→ Supplied data:
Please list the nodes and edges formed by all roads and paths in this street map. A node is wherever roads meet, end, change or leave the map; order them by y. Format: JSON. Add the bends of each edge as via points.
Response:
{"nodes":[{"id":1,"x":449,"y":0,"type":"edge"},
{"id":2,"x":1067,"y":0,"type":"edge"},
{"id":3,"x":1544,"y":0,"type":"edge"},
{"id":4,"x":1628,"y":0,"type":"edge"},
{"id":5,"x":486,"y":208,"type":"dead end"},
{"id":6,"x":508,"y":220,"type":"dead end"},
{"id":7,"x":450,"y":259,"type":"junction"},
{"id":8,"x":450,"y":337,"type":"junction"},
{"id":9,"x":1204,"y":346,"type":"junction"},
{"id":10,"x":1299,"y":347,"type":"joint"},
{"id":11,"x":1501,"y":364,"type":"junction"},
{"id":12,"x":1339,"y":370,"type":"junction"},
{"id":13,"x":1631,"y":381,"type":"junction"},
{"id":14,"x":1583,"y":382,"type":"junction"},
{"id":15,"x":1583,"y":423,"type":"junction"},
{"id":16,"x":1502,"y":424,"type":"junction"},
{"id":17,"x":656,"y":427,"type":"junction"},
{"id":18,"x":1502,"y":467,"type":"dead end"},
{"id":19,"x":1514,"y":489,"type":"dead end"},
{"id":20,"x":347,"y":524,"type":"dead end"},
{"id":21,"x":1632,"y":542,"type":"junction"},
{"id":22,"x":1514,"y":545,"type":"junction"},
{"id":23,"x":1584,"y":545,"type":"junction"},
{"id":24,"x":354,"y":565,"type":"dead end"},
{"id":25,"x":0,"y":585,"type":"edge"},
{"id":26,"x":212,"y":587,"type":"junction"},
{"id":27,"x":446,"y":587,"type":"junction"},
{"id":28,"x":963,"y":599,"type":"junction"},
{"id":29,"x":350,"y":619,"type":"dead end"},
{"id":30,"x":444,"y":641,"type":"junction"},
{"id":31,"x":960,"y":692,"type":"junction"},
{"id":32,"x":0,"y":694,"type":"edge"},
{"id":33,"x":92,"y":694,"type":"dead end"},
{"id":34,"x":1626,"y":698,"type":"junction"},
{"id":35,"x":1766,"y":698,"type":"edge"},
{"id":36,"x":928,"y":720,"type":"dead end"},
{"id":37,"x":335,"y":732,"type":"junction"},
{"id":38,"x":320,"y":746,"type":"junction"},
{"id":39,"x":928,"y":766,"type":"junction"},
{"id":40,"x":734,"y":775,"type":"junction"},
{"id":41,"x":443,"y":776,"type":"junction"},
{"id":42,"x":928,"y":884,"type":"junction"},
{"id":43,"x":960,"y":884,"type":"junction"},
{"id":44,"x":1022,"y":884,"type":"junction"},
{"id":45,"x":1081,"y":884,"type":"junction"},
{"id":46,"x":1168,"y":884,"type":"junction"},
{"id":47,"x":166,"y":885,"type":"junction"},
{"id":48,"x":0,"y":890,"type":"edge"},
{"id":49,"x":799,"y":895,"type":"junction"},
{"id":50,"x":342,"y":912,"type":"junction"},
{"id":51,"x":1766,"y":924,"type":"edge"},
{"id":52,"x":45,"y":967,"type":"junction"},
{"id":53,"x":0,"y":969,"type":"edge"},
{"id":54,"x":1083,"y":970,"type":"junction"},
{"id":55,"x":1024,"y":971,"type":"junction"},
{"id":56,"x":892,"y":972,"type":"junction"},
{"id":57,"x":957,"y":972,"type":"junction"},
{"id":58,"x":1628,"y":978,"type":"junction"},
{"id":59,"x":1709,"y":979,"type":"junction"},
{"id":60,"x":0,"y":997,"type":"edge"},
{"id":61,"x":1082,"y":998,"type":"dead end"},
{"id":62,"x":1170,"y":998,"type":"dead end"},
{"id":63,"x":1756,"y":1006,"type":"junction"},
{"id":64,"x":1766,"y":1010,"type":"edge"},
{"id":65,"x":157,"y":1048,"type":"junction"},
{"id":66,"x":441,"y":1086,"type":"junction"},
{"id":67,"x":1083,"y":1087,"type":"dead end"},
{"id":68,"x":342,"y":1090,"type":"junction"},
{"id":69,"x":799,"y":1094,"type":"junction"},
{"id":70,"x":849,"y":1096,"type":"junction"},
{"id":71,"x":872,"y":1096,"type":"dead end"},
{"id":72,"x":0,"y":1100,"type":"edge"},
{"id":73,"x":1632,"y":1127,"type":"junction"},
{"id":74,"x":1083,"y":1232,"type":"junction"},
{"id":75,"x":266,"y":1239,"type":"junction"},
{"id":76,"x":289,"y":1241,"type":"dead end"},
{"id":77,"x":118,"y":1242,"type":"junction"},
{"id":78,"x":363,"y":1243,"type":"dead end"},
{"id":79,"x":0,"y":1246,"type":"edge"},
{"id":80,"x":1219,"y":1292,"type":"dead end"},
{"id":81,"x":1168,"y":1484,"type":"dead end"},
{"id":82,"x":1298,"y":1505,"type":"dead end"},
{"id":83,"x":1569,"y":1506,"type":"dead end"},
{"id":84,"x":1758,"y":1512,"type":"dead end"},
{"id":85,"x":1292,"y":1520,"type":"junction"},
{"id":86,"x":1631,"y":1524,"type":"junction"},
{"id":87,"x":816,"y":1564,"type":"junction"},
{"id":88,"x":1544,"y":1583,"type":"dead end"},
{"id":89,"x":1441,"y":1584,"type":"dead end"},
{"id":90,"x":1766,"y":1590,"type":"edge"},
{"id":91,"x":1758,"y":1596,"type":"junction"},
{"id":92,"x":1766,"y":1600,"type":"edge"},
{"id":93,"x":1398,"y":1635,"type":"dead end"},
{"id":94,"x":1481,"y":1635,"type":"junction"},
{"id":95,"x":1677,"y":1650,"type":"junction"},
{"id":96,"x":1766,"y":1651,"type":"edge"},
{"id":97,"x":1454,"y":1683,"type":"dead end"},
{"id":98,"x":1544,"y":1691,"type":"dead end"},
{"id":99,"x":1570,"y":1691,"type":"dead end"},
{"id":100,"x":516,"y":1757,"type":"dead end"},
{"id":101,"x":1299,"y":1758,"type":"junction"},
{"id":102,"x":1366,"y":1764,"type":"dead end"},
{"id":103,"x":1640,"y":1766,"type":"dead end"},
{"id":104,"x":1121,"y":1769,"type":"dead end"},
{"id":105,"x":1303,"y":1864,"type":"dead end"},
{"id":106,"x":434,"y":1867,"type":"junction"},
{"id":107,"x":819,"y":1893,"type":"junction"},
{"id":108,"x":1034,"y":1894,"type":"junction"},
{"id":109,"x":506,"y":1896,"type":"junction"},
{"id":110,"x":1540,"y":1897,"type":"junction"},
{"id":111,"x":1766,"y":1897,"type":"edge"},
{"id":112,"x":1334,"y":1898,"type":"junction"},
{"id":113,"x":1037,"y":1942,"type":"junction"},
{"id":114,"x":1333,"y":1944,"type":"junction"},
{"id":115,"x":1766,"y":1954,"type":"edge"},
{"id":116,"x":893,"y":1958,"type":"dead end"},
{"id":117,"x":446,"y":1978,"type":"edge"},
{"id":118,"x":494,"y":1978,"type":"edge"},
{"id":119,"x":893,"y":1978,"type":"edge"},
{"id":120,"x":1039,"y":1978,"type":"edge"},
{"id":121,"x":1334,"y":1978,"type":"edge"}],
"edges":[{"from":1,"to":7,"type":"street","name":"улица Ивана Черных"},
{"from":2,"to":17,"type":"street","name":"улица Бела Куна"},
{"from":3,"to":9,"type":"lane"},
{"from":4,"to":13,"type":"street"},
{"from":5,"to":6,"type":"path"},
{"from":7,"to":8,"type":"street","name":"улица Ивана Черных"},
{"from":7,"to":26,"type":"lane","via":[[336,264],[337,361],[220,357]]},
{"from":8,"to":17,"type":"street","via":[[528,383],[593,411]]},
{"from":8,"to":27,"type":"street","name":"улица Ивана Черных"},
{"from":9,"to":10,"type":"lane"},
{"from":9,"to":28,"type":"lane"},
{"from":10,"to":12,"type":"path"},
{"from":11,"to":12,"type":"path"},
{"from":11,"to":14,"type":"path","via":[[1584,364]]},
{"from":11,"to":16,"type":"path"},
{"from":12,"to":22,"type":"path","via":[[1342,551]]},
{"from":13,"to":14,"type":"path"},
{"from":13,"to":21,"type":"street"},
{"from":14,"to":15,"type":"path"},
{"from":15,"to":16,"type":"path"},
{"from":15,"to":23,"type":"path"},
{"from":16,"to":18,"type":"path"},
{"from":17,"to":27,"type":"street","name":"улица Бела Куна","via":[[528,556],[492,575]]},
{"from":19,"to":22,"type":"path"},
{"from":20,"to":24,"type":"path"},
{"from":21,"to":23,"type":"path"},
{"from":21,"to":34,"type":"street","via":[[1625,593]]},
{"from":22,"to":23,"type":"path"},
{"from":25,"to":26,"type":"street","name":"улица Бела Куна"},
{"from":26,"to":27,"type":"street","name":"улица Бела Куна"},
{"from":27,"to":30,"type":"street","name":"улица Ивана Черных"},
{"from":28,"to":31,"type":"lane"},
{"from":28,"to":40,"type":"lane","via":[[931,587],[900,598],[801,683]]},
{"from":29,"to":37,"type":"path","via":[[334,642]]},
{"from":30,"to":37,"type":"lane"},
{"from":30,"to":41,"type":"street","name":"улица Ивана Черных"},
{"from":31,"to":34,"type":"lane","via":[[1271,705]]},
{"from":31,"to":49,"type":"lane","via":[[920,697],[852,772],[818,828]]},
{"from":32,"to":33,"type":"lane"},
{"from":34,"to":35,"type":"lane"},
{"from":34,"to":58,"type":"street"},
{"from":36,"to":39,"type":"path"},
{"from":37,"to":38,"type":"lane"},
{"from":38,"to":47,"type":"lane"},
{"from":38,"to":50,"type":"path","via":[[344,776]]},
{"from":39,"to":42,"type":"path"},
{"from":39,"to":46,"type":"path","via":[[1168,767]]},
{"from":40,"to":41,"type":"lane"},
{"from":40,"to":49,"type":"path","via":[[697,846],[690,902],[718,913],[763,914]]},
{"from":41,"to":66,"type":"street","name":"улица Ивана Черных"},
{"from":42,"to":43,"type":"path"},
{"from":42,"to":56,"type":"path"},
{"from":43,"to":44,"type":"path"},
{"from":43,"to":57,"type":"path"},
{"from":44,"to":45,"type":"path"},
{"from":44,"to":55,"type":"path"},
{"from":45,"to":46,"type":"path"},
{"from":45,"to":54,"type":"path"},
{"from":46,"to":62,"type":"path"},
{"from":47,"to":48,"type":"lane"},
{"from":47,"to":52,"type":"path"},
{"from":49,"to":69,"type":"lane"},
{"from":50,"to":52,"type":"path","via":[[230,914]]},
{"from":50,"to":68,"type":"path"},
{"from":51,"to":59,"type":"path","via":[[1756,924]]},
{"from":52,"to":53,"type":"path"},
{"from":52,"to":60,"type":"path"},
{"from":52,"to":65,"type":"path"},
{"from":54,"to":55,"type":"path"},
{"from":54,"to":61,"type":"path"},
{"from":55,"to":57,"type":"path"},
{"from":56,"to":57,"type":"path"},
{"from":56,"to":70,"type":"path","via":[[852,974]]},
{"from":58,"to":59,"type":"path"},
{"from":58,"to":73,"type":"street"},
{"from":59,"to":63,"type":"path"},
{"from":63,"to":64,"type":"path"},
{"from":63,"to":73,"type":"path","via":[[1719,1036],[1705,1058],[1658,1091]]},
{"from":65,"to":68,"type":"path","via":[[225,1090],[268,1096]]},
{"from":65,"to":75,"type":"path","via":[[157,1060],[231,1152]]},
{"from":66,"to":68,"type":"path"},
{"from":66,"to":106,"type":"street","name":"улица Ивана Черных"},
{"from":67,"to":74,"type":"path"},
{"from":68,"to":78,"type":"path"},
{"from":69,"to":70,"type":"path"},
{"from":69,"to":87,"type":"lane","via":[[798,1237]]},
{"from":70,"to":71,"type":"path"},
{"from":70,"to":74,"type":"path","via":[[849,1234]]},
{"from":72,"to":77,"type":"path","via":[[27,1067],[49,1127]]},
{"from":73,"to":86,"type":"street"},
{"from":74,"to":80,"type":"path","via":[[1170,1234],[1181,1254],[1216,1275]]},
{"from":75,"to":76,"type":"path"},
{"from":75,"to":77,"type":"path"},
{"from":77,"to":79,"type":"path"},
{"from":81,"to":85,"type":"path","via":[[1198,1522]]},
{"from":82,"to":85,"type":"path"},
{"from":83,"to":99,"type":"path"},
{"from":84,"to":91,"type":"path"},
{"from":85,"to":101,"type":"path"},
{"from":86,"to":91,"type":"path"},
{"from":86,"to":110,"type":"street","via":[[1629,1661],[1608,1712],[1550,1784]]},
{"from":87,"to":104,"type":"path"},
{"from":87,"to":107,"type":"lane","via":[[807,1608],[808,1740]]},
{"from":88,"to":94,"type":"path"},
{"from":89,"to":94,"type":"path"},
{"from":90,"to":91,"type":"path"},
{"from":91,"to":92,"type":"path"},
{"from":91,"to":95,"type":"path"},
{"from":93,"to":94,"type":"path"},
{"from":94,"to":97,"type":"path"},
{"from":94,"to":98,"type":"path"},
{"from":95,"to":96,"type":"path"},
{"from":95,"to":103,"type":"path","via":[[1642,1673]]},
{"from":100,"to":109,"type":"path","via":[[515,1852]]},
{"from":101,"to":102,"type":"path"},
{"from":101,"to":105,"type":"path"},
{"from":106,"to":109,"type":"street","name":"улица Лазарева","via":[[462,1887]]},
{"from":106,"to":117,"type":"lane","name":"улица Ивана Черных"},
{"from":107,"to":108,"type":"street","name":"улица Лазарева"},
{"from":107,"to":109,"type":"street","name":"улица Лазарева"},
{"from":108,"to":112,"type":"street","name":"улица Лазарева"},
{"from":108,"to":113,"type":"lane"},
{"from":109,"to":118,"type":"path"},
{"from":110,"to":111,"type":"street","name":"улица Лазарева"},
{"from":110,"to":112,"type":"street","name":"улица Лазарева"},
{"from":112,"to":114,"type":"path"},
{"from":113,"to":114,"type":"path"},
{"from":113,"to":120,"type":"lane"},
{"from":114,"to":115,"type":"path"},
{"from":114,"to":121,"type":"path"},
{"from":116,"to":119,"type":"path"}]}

→ The task:
The lines to copy are those above that contain "nodes".

→ Answer to the problem:
Please list the nodes and edges formed by all roads and paths in this street map. A node is wherever roads meet, end, change or leave the map; order them by y. Format: JSON. Add the bends of each edge as via points.
{"nodes":[{"id":1,"x":449,"y":0,"type":"edge"},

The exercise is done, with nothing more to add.